##### Input data

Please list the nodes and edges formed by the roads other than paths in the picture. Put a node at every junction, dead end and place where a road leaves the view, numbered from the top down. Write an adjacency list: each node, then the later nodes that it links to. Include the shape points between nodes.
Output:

##########
##### Input data

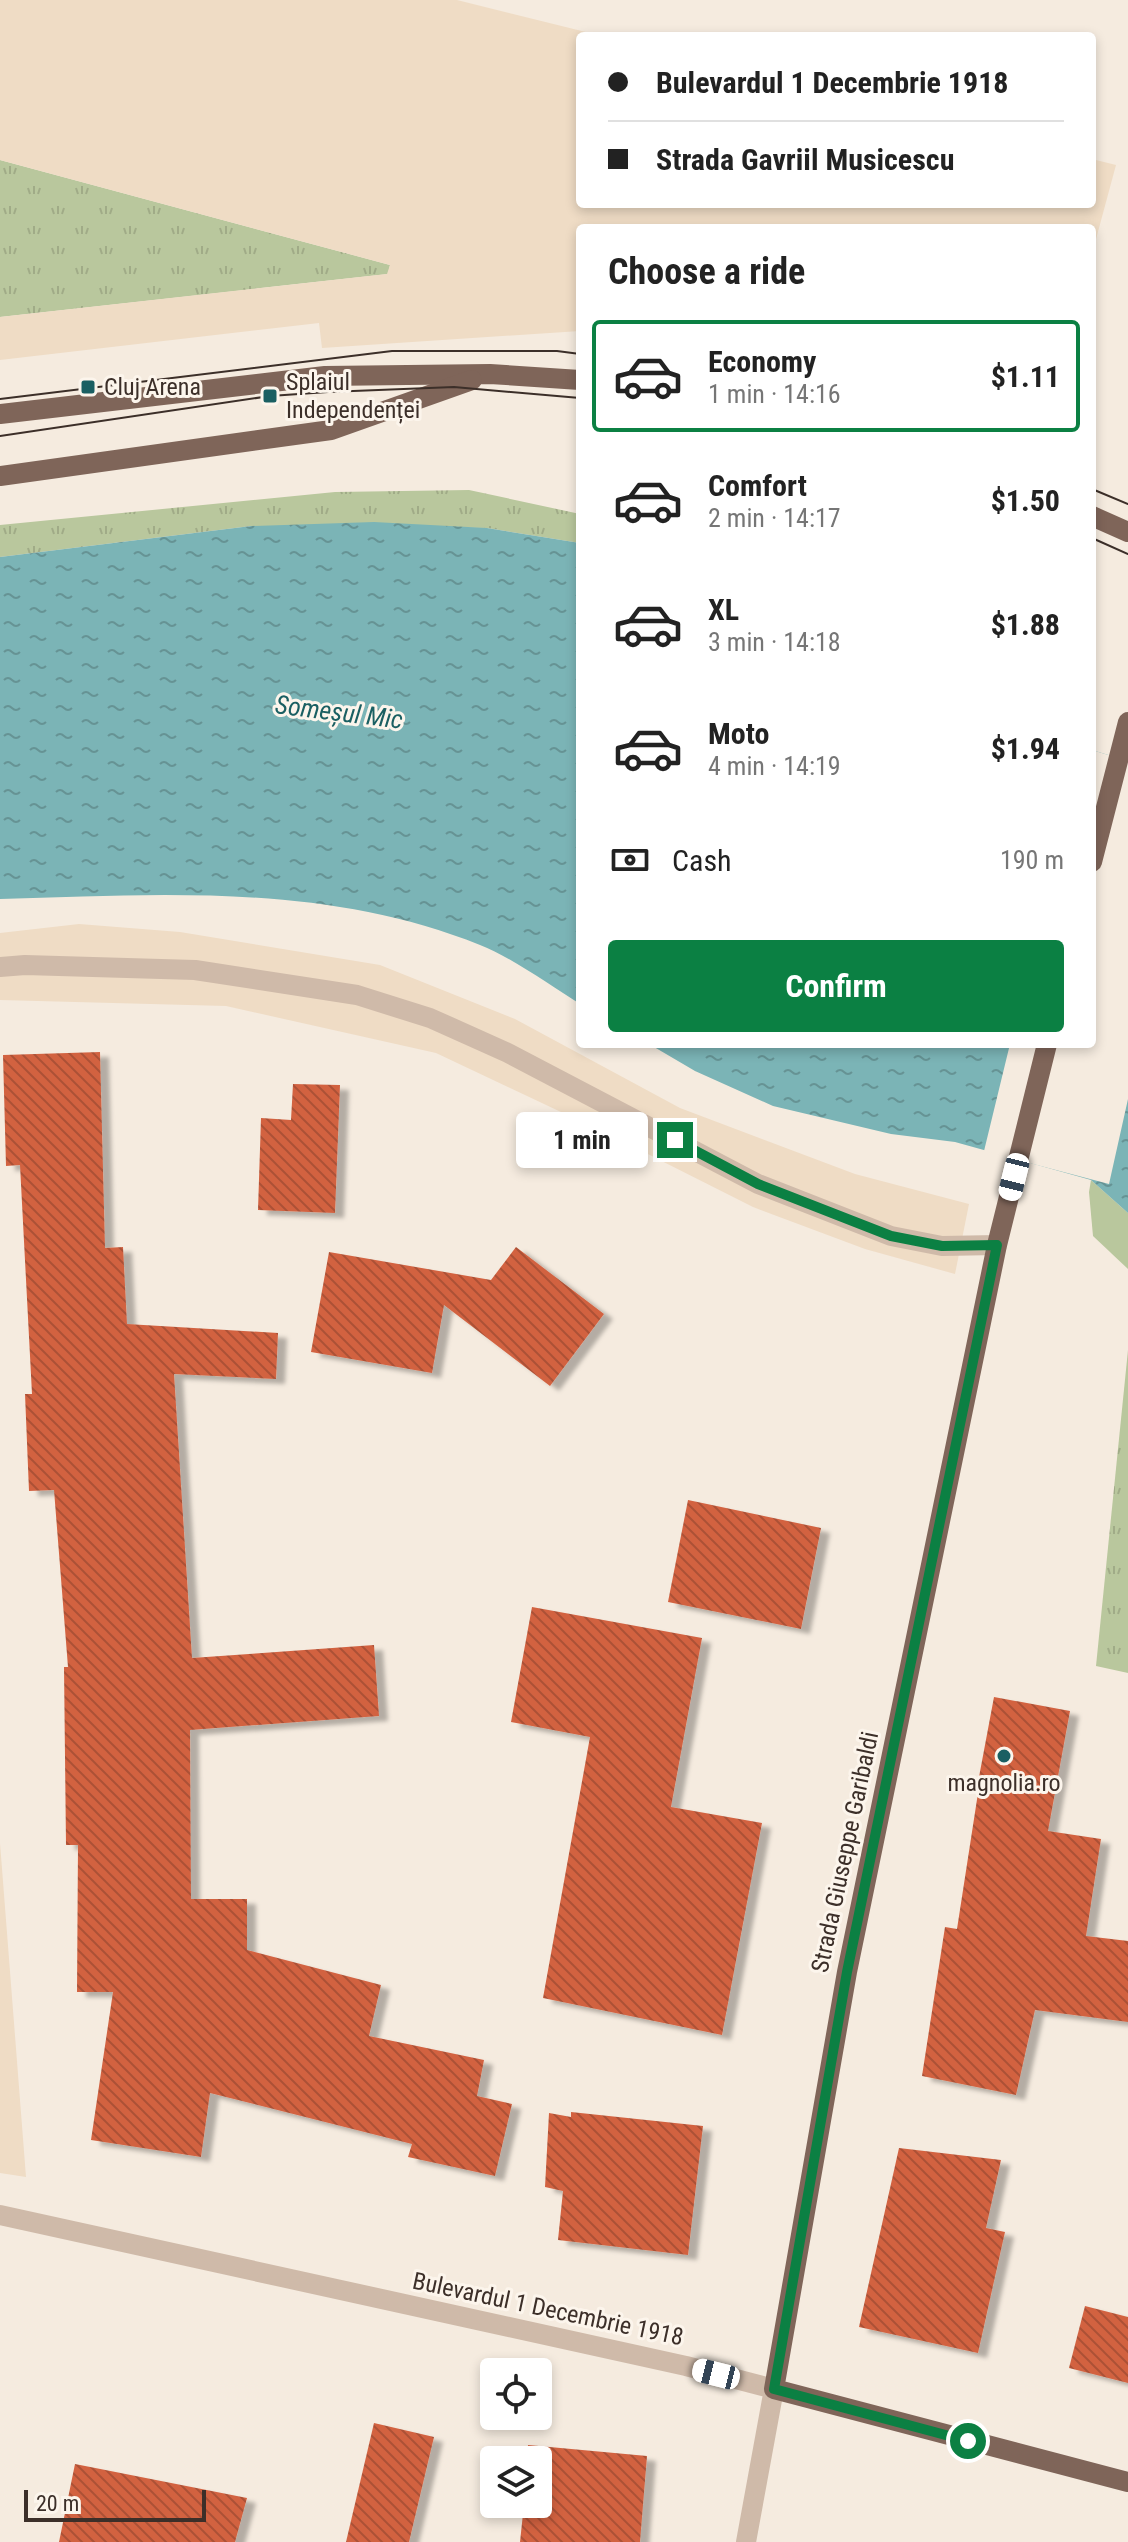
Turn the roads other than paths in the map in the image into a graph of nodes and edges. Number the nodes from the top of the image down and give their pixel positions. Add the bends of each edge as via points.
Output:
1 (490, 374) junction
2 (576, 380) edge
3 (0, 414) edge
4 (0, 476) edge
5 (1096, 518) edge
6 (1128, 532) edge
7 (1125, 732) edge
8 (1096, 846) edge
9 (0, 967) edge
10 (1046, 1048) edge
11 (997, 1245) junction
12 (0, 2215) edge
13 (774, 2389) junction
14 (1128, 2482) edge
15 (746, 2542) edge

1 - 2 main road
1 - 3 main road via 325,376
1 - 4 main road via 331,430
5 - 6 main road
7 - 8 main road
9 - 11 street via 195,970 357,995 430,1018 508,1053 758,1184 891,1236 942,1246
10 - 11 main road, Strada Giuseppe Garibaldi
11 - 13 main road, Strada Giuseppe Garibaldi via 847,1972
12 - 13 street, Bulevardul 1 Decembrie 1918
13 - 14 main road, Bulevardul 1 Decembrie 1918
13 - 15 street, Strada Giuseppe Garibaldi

##########

## About this task
Looking at the records, how many of the lines contain the string "than"? Only the number should be given.

## Response
2